By 2012, the United States will need more than 1 million new and replacement nurses, according to the Bureau of Labor Statistics. It would be nice if we started producing them before we boomers, who find ourselves chatting more and more about our health, slip into senility.

One problem fueling the nursing shortage is that nursing programs simply lack the capacity to train more nurses. The programs have only so many slots. Last year U.S. nursing programs turned away about 34,000 qualified nursing applicants because there wasn’t enough room for them.

Not only do the programs lack slots for would-be nurses, they lack the faculty.

Registered nurses can earn $15,000 to $20,000 a year more working in a clinic or hospital than teaching. Naturally, as the cost of living creeps ever upward, they go where the money is.

Another problem is that the very nature of nursing can be a strain on nurses, and many are suffering from burnout. Of course, what fuels the burnout is the lack of nurses. This forces existing nurses to work longer hours and carry heavier workloads.
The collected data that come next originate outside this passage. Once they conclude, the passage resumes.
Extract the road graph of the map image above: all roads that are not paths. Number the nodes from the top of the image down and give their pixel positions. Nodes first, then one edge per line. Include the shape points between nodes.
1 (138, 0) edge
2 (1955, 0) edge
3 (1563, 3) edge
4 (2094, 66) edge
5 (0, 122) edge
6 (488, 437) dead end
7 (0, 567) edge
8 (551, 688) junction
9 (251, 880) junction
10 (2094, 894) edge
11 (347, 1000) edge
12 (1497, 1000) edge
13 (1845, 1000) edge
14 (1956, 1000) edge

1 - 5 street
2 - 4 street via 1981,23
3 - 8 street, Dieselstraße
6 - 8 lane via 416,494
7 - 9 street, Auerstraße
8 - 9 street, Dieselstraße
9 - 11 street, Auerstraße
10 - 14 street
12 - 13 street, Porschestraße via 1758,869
In South Carolina, where obesity and diabetes run rampant, and where retiring baby boomers are arriving by the battalion, we need our state government to spend money to beef up our nursing programs.

Nursing faculty salaries need to be boosted to attract more instructors. Programs must be expanded to include more qualified nursing applicants.
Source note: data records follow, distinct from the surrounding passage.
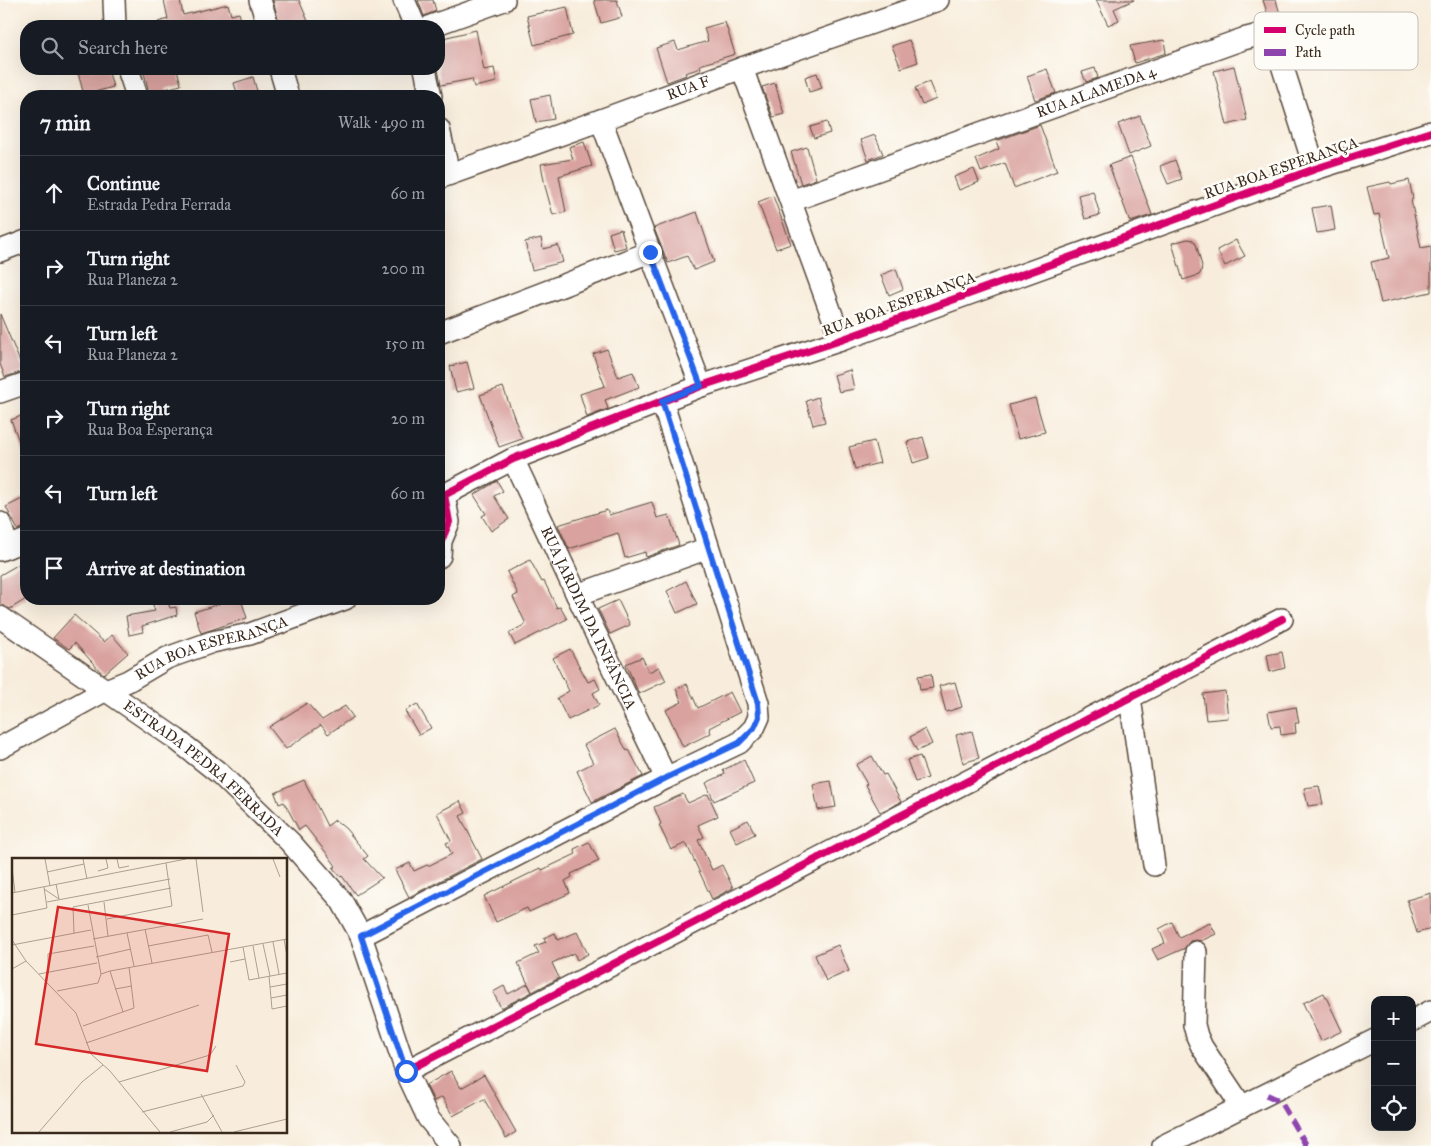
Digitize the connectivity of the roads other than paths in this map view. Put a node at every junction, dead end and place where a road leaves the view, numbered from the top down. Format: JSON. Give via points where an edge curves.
{"nodes":[{"id":1,"x":114,"y":0,"type":"edge"},
{"id":2,"x":260,"y":0,"type":"edge"},
{"id":3,"x":404,"y":0,"type":"edge"},
{"id":4,"x":504,"y":0,"type":"edge"},
{"id":5,"x":938,"y":0,"type":"edge"},
{"id":6,"x":115,"y":20,"type":"edge"},
{"id":7,"x":266,"y":20,"type":"edge"},
{"id":8,"x":412,"y":20,"type":"edge"},
{"id":9,"x":445,"y":21,"type":"edge"},
{"id":10,"x":1254,"y":36,"type":"edge"},
{"id":11,"x":742,"y":68,"type":"junction"},
{"id":12,"x":1284,"y":70,"type":"edge"},
{"id":13,"x":130,"y":75,"type":"edge"},
{"id":14,"x":282,"y":75,"type":"edge"},
{"id":15,"x":427,"y":75,"type":"edge"},
{"id":16,"x":135,"y":90,"type":"edge"},
{"id":17,"x":286,"y":90,"type":"edge"},
{"id":18,"x":430,"y":90,"type":"edge"},
{"id":19,"x":601,"y":120,"type":"junction"},
{"id":20,"x":1431,"y":132,"type":"edge"},
{"id":21,"x":1315,"y":170,"type":"junction"},
{"id":22,"x":445,"y":176,"type":"edge"},
{"id":23,"x":791,"y":201,"type":"junction"},
{"id":24,"x":20,"y":243,"type":"edge"},
{"id":25,"x":0,"y":251,"type":"edge"},
{"id":26,"x":650,"y":252,"type":"junction"},
{"id":27,"x":445,"y":331,"type":"edge"},
{"id":28,"x":841,"y":340,"type":"junction"},
{"id":29,"x":20,"y":385,"type":"edge"},
{"id":30,"x":701,"y":386,"type":"junction"},
{"id":31,"x":0,"y":392,"type":"edge"},
{"id":32,"x":662,"y":401,"type":"junction"},
{"id":33,"x":513,"y":459,"type":"junction"},
{"id":34,"x":445,"y":492,"type":"edge"},
{"id":35,"x":445,"y":505,"type":"edge"},
{"id":36,"x":0,"y":523,"type":"edge"},
{"id":37,"x":445,"y":532,"type":"edge"},
{"id":38,"x":11,"y":546,"type":"edge"},
{"id":39,"x":708,"y":548,"type":"junction"},
{"id":40,"x":577,"y":595,"type":"junction"},
{"id":41,"x":330,"y":605,"type":"edge"},
{"id":42,"x":0,"y":617,"type":"edge"},
{"id":43,"x":1282,"y":619,"type":"dead end"},
{"id":44,"x":106,"y":690,"type":"junction"},
{"id":45,"x":1130,"y":698,"type":"junction"},
{"id":46,"x":0,"y":748,"type":"edge"},
{"id":47,"x":666,"y":778,"type":"junction"},
{"id":48,"x":1154,"y":865,"type":"dead end"},
{"id":49,"x":361,"y":936,"type":"junction"},
{"id":50,"x":1196,"y":952,"type":"dead end"},
{"id":51,"x":1431,"y":1012,"type":"edge"},
{"id":52,"x":1416,"y":1019,"type":"edge"},
{"id":53,"x":1373,"y":1041,"type":"edge"},
{"id":54,"x":406,"y":1071,"type":"junction"},
{"id":55,"x":1242,"y":1107,"type":"junction"},
{"id":56,"x":451,"y":1146,"type":"edge"},
{"id":57,"x":1163,"y":1146,"type":"edge"}],
"edges":[{"from":1,"to":6,"type":"street"},
{"from":2,"to":7,"type":"street"},
{"from":3,"to":8,"type":"street"},
{"from":4,"to":9,"type":"street"},
{"from":5,"to":11,"type":"street","name":"RUA F"},
{"from":10,"to":23,"type":"street","name":"RUA ALAMEDA 4"},
{"from":11,"to":19,"type":"street","name":"RUA F"},
{"from":11,"to":23,"type":"street"},
{"from":12,"to":21,"type":"street","name":"RUA ALAMEDA 4"},
{"from":13,"to":16,"type":"street"},
{"from":14,"to":17,"type":"street"},
{"from":15,"to":18,"type":"street"},
{"from":19,"to":22,"type":"street","name":"RUA F"},
{"from":19,"to":26,"type":"street"},
{"from":20,"to":21,"type":"street","name":"RUA BOA ESPERANÇA"},
{"from":21,"to":28,"type":"street","name":"RUA BOA ESPERANÇA"},
{"from":23,"to":28,"type":"street"},
{"from":24,"to":25,"type":"street"},
{"from":26,"to":27,"type":"street"},
{"from":26,"to":30,"type":"street"},
{"from":28,"to":30,"type":"street","name":"RUA BOA ESPERANÇA"},
{"from":29,"to":31,"type":"street"},
{"from":30,"to":32,"type":"street","name":"RUA BOA ESPERANÇA"},
{"from":32,"to":33,"type":"street","name":"RUA BOA ESPERANÇA"},
{"from":32,"to":39,"type":"street"},
{"from":33,"to":34,"type":"street","name":"RUA BOA ESPERANÇA"},
{"from":33,"to":40,"type":"street","name":"RUA JARDIM DA INFÂNCIA"},
{"from":35,"to":37,"type":"street","name":"RUA BOA ESPERANÇA","via":[[449,522]]},
{"from":36,"to":38,"type":"street"},
{"from":39,"to":40,"type":"street"},
{"from":39,"to":47,"type":"street","via":[[758,703],[759,717],[754,728],[739,743]]},
{"from":40,"to":47,"type":"street","name":"RUA JARDIM DA INFÂNCIA"},
{"from":41,"to":44,"type":"street","name":"RUA BOA ESPERANÇA","via":[[250,634],[212,642],[167,658]]},
{"from":42,"to":44,"type":"street","name":"ESTRADA PEDRA FERRADA"},
{"from":43,"to":45,"type":"street"},
{"from":44,"to":46,"type":"street","name":"RUA BOA ESPERANÇA"},
{"from":44,"to":49,"type":"street","name":"ESTRADA PEDRA FERRADA","via":[[176,739],[226,780],[290,842],[341,900]]},
{"from":45,"to":48,"type":"street"},
{"from":45,"to":54,"type":"street"},
{"from":47,"to":49,"type":"street"},
{"from":49,"to":54,"type":"street","name":"ESTRADA PEDRA FERRADA"},
{"from":50,"to":55,"type":"street","via":[[1194,1025],[1197,1036]]},
{"from":51,"to":52,"type":"street"},
{"from":53,"to":55,"type":"street"},
{"from":54,"to":56,"type":"street","name":"ESTRADA PEDRA FERRADA","via":[[428,1118]]},
{"from":55,"to":57,"type":"street"}]}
And we can’t afford to whine about how much this will cost the taxpayer. It is an investment we need to make and should be an easy sell to taxpayers. All of us want someone there to care for us when we’re too old to care for ourselves.

Business leaders and economic developers should support this idea, not only for their personal health, but also for the economic health of the region.

Health care is part of the criterion companies use when considering to relocate or expand into another region. When we pitch “quality of life” in our marketing efforts to attract businesses, we mean (or should mean) more than golf courses and beaches. Health care is a vital component to quality of life, and nurses are vital to health care.

Then again, maybe the importance of nurses isn’t so obvious. If it were, we probably wouldn’t have a nursing shortage.

Higher-ups in the health care arena seem to focus more on new hospitals and clinics, doctors and the latest equipment, while nurses—the sergeants, if you will, that run the health care outfit—are an afterthought.

Before we build new health care facilities, we should make sure they will be sufficiently staffed. That’s a key to quality health care. Having the highest technology, the fanciest facility and the world’s best physicians do not automatically translate into top-notch health care. Somebody—usually a nurse—has to respond when the bed-ridden patient pushes the button.

About 98,000 patients die in U.S. hospitals each year, according to Gail Stuart, dean of the Medical University of South Carolina’s nursing school. Many of those deaths result from inferior patient care stemming from a lack of nurses.

Hospitals with more nurses have better patient care, Stuart noted.

That is why South Carolina needs to address our nursing shortage. Doing so is a hale and hearty prescription for our state’s economic well-being.